The NHA CPT exam tests your clinical judgment in difficult-draw scenarios, not just your ability to recall steps. Questions will often present a situation — a patient whose vein collapsed, a patient who is extremely anxious, an elderly patient with scarred antecubital veins — and ask what you should do next. Focus on understanding the reason behind each technique (why does anchoring prevent rolling? why does a smaller tube prevent collapse?) and you will be able to reason through any scenario the exam throws at you, even ones you have not memorized explicitly.
Practice Questions
Question 1. You insert a needle into the antecubital vein and get a flash of blood, but then blood flow stops immediately. The most likely cause is:
- The needle bevel is against the vein wall
- The vein has collapsed from the vacuum pressure
- The tourniquet is too loose
- The patient's arm is at the wrong angle
Answer: B. A flash followed by immediate cessation of flow is the classic sign of vein collapse. The vacuum of the evacuated tube is pulling the vein wall inward and blocking blood flow. Switching to a smaller tube or a syringe draw reduces the suction pressure. (Note: A is also possible if flow never starts, but the presence of an initial flash suggests the needle entered the vein before collapse occurred.)
Question 2. An elderly patient has veins that move laterally each time you attempt to insert the needle.
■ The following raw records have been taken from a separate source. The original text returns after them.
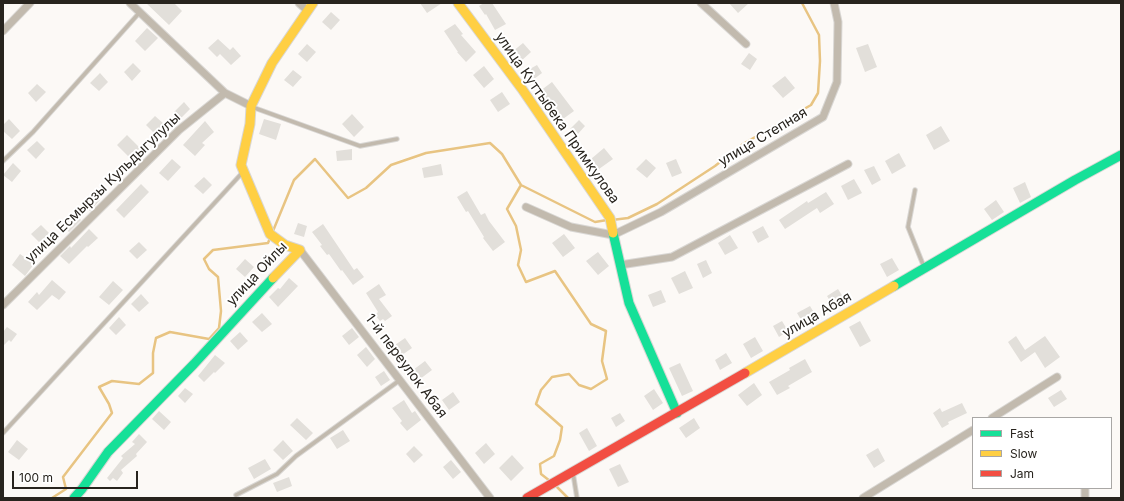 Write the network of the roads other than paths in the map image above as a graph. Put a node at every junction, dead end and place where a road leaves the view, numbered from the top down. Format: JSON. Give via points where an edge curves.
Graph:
{"nodes":[{"id":1,"x":30,"y":3,"type":"edge"},
{"id":2,"x":130,"y":3,"type":"edge"},
{"id":3,"x":299,"y":3,"type":"edge"},
{"id":4,"x":313,"y":3,"type":"edge"},
{"id":5,"x":458,"y":3,"type":"edge"},
{"id":6,"x":701,"y":3,"type":"edge"},
{"id":7,"x":834,"y":3,"type":"edge"},
{"id":8,"x":307,"y":10,"type":"junction"},
{"id":9,"x":140,"y":12,"type":"junction"},
{"id":10,"x":3,"y":31,"type":"edge"},
{"id":11,"x":746,"y":44,"type":"dead end"},
{"id":12,"x":225,"y":94,"type":"junction"},
{"id":13,"x":251,"y":106,"type":"junction"},
{"id":14,"x":398,"y":139,"type":"dead end"},
{"id":15,"x":1121,"y":155,"type":"edge"},
{"id":16,"x":3,"y":161,"type":"edge"},
{"id":17,"x":848,"y":164,"type":"dead end"},
{"id":18,"x":244,"y":171,"type":"junction"},
{"id":19,"x":915,"y":190,"type":"dead end"},
{"id":20,"x":526,"y":207,"type":"dead end"},
{"id":21,"x":613,"y":235,"type":"junction"},
{"id":22,"x":300,"y":250,"type":"junction"},
{"id":23,"x":620,"y":265,"type":"junction"},
{"id":24,"x":924,"y":268,"type":"junction"},
{"id":25,"x":3,"y":306,"type":"edge"},
{"id":26,"x":1057,"y":377,"type":"dead end"},
{"id":27,"x":400,"y":380,"type":"junction"},
{"id":28,"x":677,"y":413,"type":"junction"},
{"id":29,"x":994,"y":417,"type":"edge"},
{"id":30,"x":972,"y":431,"type":"edge"},
{"id":31,"x":3,"y":433,"type":"edge"},
{"id":32,"x":573,"y":472,"type":"junction"},
{"id":33,"x":1085,"y":489,"type":"edge"},
{"id":34,"x":236,"y":495,"type":"dead end"},
{"id":35,"x":530,"y":496,"type":"edge"},
{"id":36,"x":74,"y":498,"type":"edge"},
{"id":37,"x":490,"y":498,"type":"edge"},
{"id":38,"x":577,"y":498,"type":"edge"},
{"id":39,"x":863,"y":498,"type":"edge"},
{"id":40,"x":1085,"y":498,"type":"edge"}],
"edges":[{"from":1,"to":10,"type":"street"},
{"from":2,"to":9,"type":"street"},
{"from":3,"to":8,"type":"street"},
{"from":4,"to":8,"type":"street","name":"улица Ойлы"},
{"from":5,"to":21,"type":"street","name":"улица Куттыбека Примкулова","via":[[522,89],[610,218]]},
{"from":6,"to":11,"type":"street"},
{"from":7,"to":21,"type":"street","name":"улица Степная","via":[[838,22],[837,82],[823,117],[661,212]]},
{"from":8,"to":13,"type":"street","name":"улица Ойлы","via":[[272,62]]},
{"from":9,"to":12,"type":"street"},
{"from":9,"to":16,"type":"lane","via":[[33,132]]},
{"from":12,"to":13,"type":"street"},
{"from":12,"to":25,"type":"street","name":"улица Есмырзы Кульдыгулулы","via":[[179,130]]},
{"from":13,"to":14,"type":"lane","via":[[360,146]]},
{"from":13,"to":18,"type":"street","name":"улица Ойлы","via":[[250,124],[241,165]]},
{"from":15,"to":24,"type":"street","name":"улица Абая"},
{"from":17,"to":23,"type":"street","via":[[672,256]]},
{"from":18,"to":22,"type":"street","name":"улица Ойлы","via":[[270,234],[285,245]]},
{"from":18,"to":31,"type":"lane"},
{"from":19,"to":24,"type":"lane","via":[[908,227]]},
{"from":20,"to":21,"type":"street","via":[[571,226]]},
{"from":21,"to":23,"type":"street","name":"улица Куттыбека Примкулова"},
{"from":22,"to":27,"type":"street","name":"1-й переулок Абая"},
{"from":22,"to":36,"type":"street","name":"улица Ойлы","via":[[108,452]]},
{"from":23,"to":28,"type":"street","name":"улица Куттыбека Примкулова","via":[[629,303]]},
{"from":24,"to":28,"type":"street","name":"улица Абая"},
{"from":26,"to":29,"type":"street"},
{"from":27,"to":34,"type":"lane","via":[[296,456],[277,474]]},
{"from":27,"to":37,"type":"street","name":"1-й переулок Абая"},
{"from":28,"to":32,"type":"street","name":"улица Абая"},
{"from":30,"to":39,"type":"street"},
{"from":32,"to":35,"type":"street","name":"улица Абая"},
{"from":32,"to":38,"type":"lane"},
{"from":33,"to":40,"type":"street"}]} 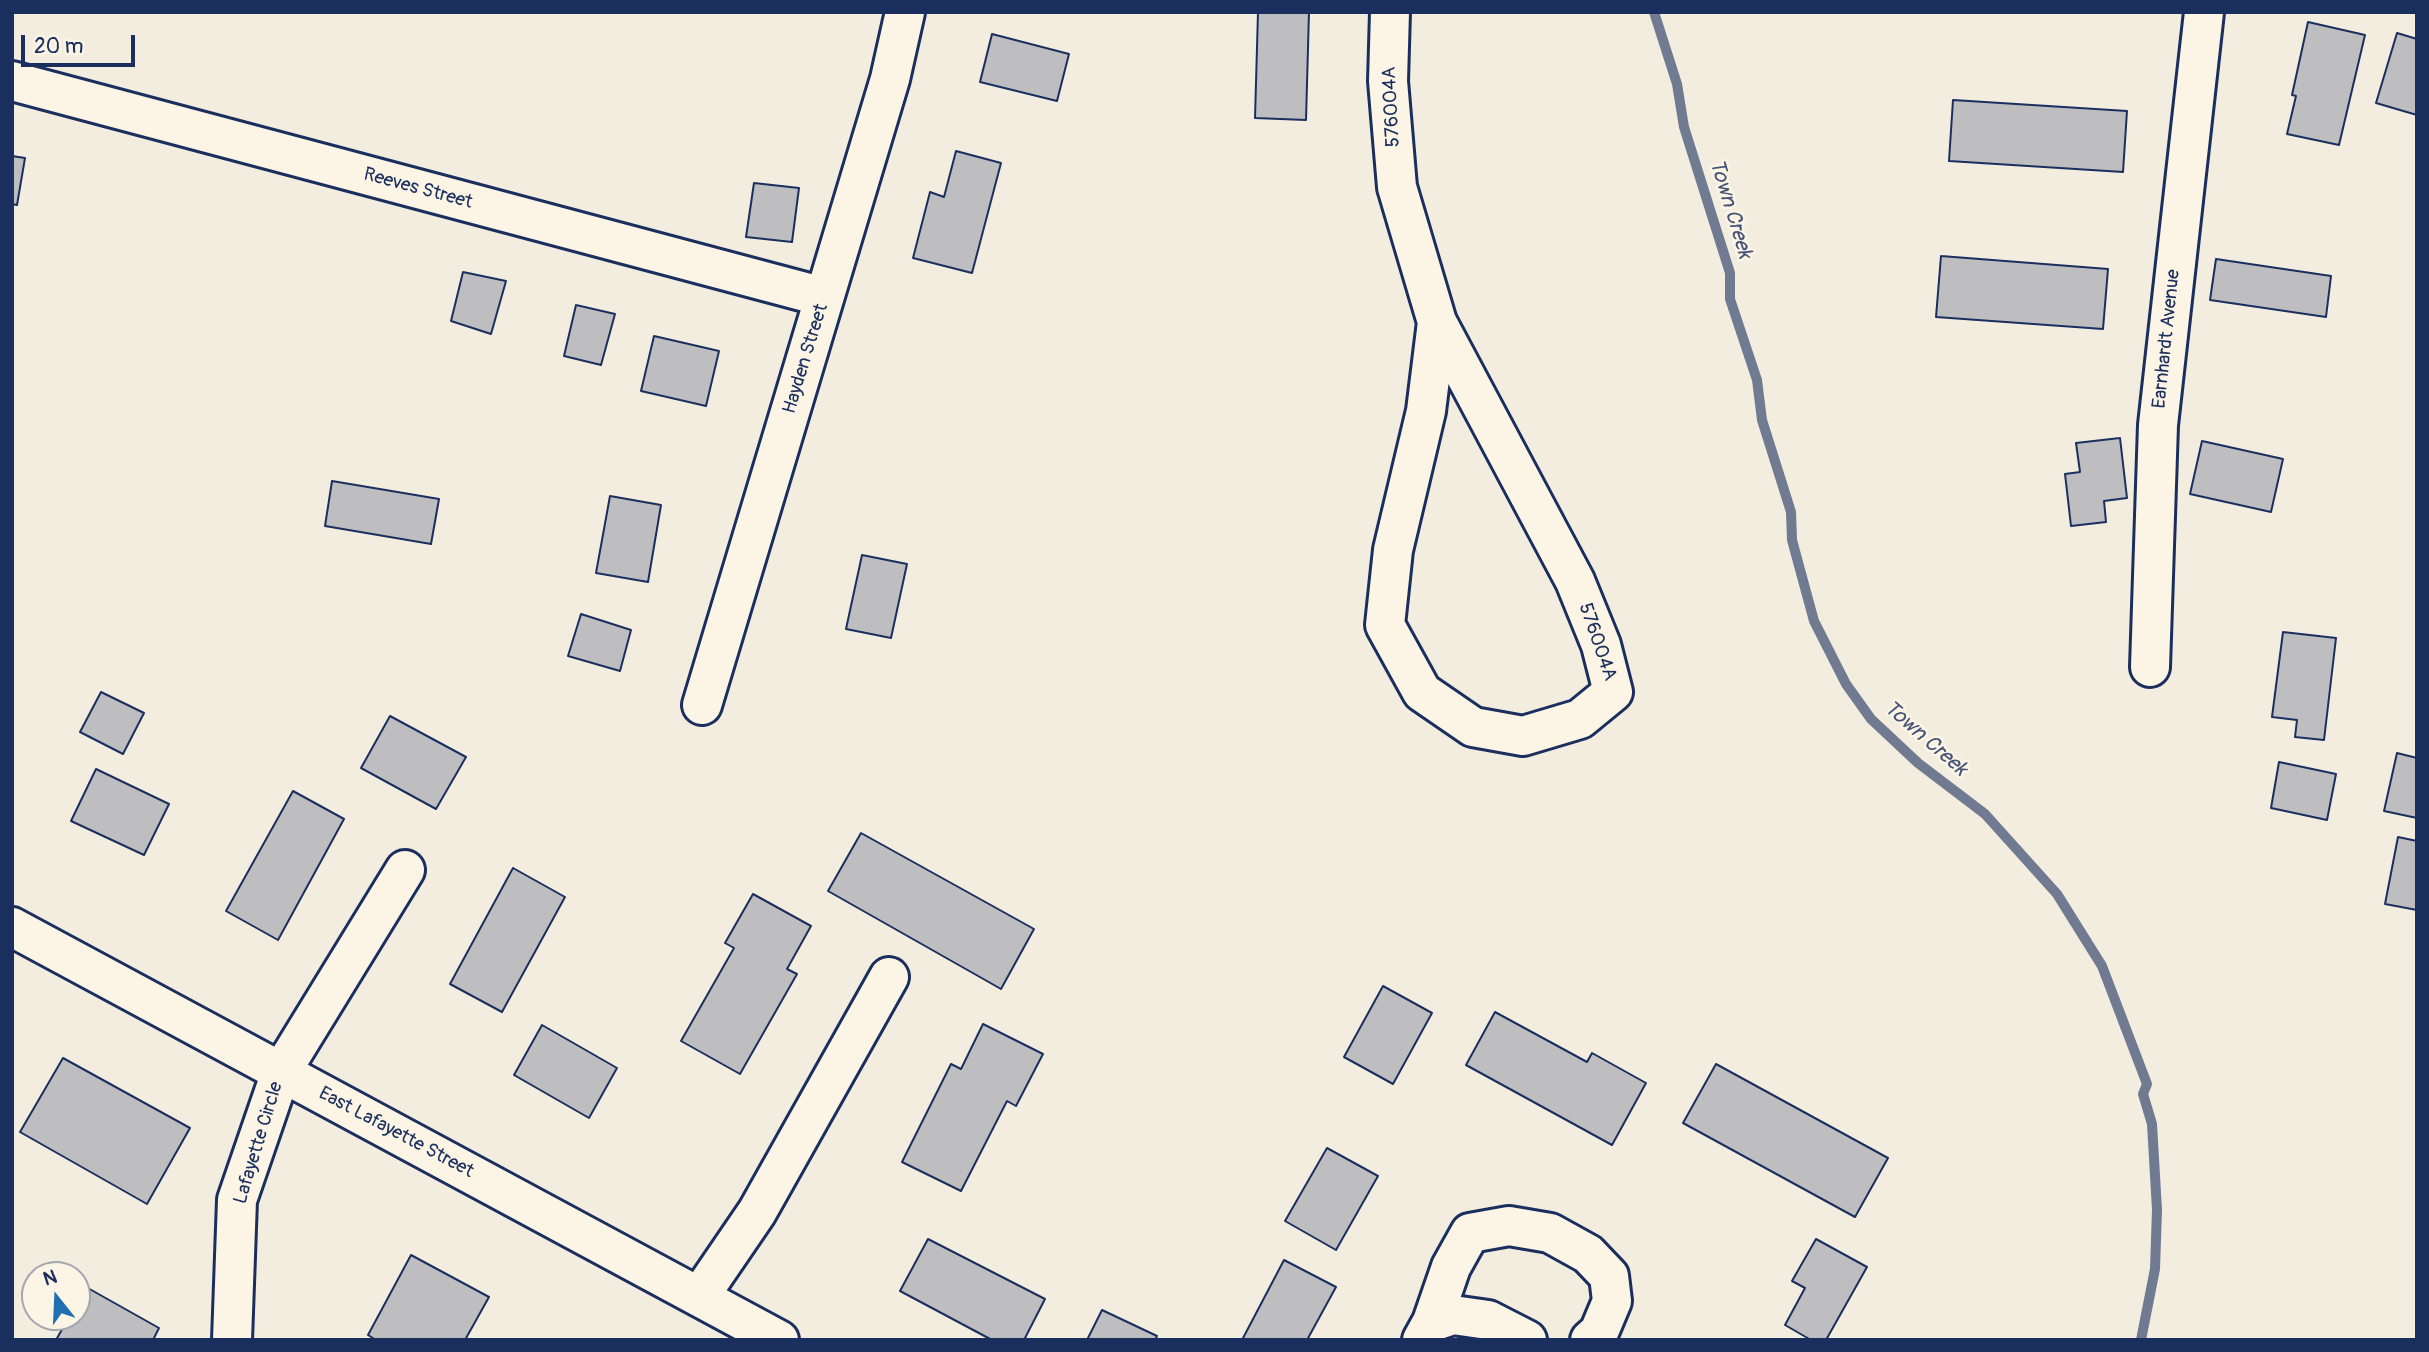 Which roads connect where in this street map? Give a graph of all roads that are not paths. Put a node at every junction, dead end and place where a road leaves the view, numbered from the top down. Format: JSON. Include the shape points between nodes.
{"nodes":[{"id":1,"x":905,"y":12,"type":"edge"},
{"id":2,"x":1391,"y":12,"type":"edge"},
{"id":3,"x":2204,"y":12,"type":"edge"},
{"id":4,"x":12,"y":80,"type":"edge"},
{"id":5,"x":824,"y":298,"type":"junction"},
{"id":6,"x":1437,"y":322,"type":"junction"},
{"id":7,"x":2150,"y":667,"type":"dead end"},
{"id":8,"x":702,"y":705,"type":"dead end"},
{"id":9,"x":405,"y":870,"type":"dead end"},
{"id":10,"x":12,"y":927,"type":"edge"},
{"id":11,"x":889,"y":977,"type":"dead end"},
{"id":12,"x":281,"y":1072,"type":"junction"},
{"id":13,"x":699,"y":1297,"type":"junction"},
{"id":14,"x":1427,"y":1331,"type":"edge"},
{"id":15,"x":232,"y":1340,"type":"edge"},
{"id":16,"x":779,"y":1340,"type":"edge"},
{"id":17,"x":1527,"y":1340,"type":"edge"},
{"id":18,"x":1590,"y":1340,"type":"edge"}],
"edges":[{"from":1,"to":5,"type":"street","name":"Hayden Street","via":[[890,79]]},
{"from":2,"to":6,"type":"street","name":"576004A","via":[[1388,81],[1397,187]]},
{"from":3,"to":7,"type":"street","name":"Earnhardt Avenue","via":[[2158,425]]},
{"from":4,"to":5,"type":"street","name":"Reeves Street"},
{"from":5,"to":8,"type":"street","name":"Hayden Street"},
{"from":6,"to":6,"type":"street","name":"576004A","via":[[1426,411],[1393,550],[1385,625],[1422,692],[1473,727],[1523,736],[1580,719],[1613,692],[1601,645],[1575,581]]},
{"from":9,"to":12,"type":"street","name":"Lafayette Circle"},
{"from":10,"to":12,"type":"street","name":"East Lafayette Street"},
{"from":11,"to":13,"type":"street","via":[[757,1212]]},
{"from":12,"to":13,"type":"street","name":"East Lafayette Street"},
{"from":12,"to":15,"type":"street","name":"Lafayette Circle","via":[[237,1200]]},
{"from":13,"to":16,"type":"street","name":"East Lafayette Street"},
{"from":14,"to":17,"type":"street","via":[[1453,1315],[1488,1320]]},
{"from":14,"to":18,"type":"street","via":[[1451,1267],[1470,1233],[1509,1226],[1550,1233],[1588,1254],[1609,1276],[1612,1301],[1599,1332]]}]}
The best technique to correct this is:
- Insert the needle more quickly
- Anchor the skin firmly below the puncture site with your thumb
- Anchor the skin firmly above the puncture site with your thumb
- Increase the tourniquet tension
Answer: B. Anchoring below the puncture site pulls the skin taut and stabilizes the vein so it cannot roll laterally. Anchoring above the site (C) can push the vein toward you and does not prevent lateral movement. Increasing tourniquet tension (D) can cause discomfort and hemoconcentration and does not address the rolling problem.
Question 3. You have attempted venipuncture twice on a patient without success. What should you do next?
- Try a third time using a different gauge needle
- Ask the patient to pump their fist repeatedly to improve venous filling
- Stop and request assistance from another phlebotomist
- Attempt a fingerstick instead
Answer: C. Standard practice limits phlebotomists to two attempts. After two unsuccessful attempts, you must stop and get a colleague to try. A fingerstick (D) is not an appropriate substitute for a venous sample unless the order specifically allows for a capillary specimen.
Question 4. A patient taking warfarin has just had blood drawn successfully. After removing the needle, you apply pressure to the site. When should you release pressure and apply the bandage?
- After 30 seconds, which is the standard hold time
- After two minutes, same as any other patient
- After five or more minutes, once you have confirmed bleeding has stopped
- Immediately — anticoagulated patients do not need pressure holds
Answer: C. Anticoagulants impair clotting, so the puncture site will bleed longer than normal. Hold pressure for at least five minutes and confirm visually that bleeding has stopped before applying the bandage and releasing the patient.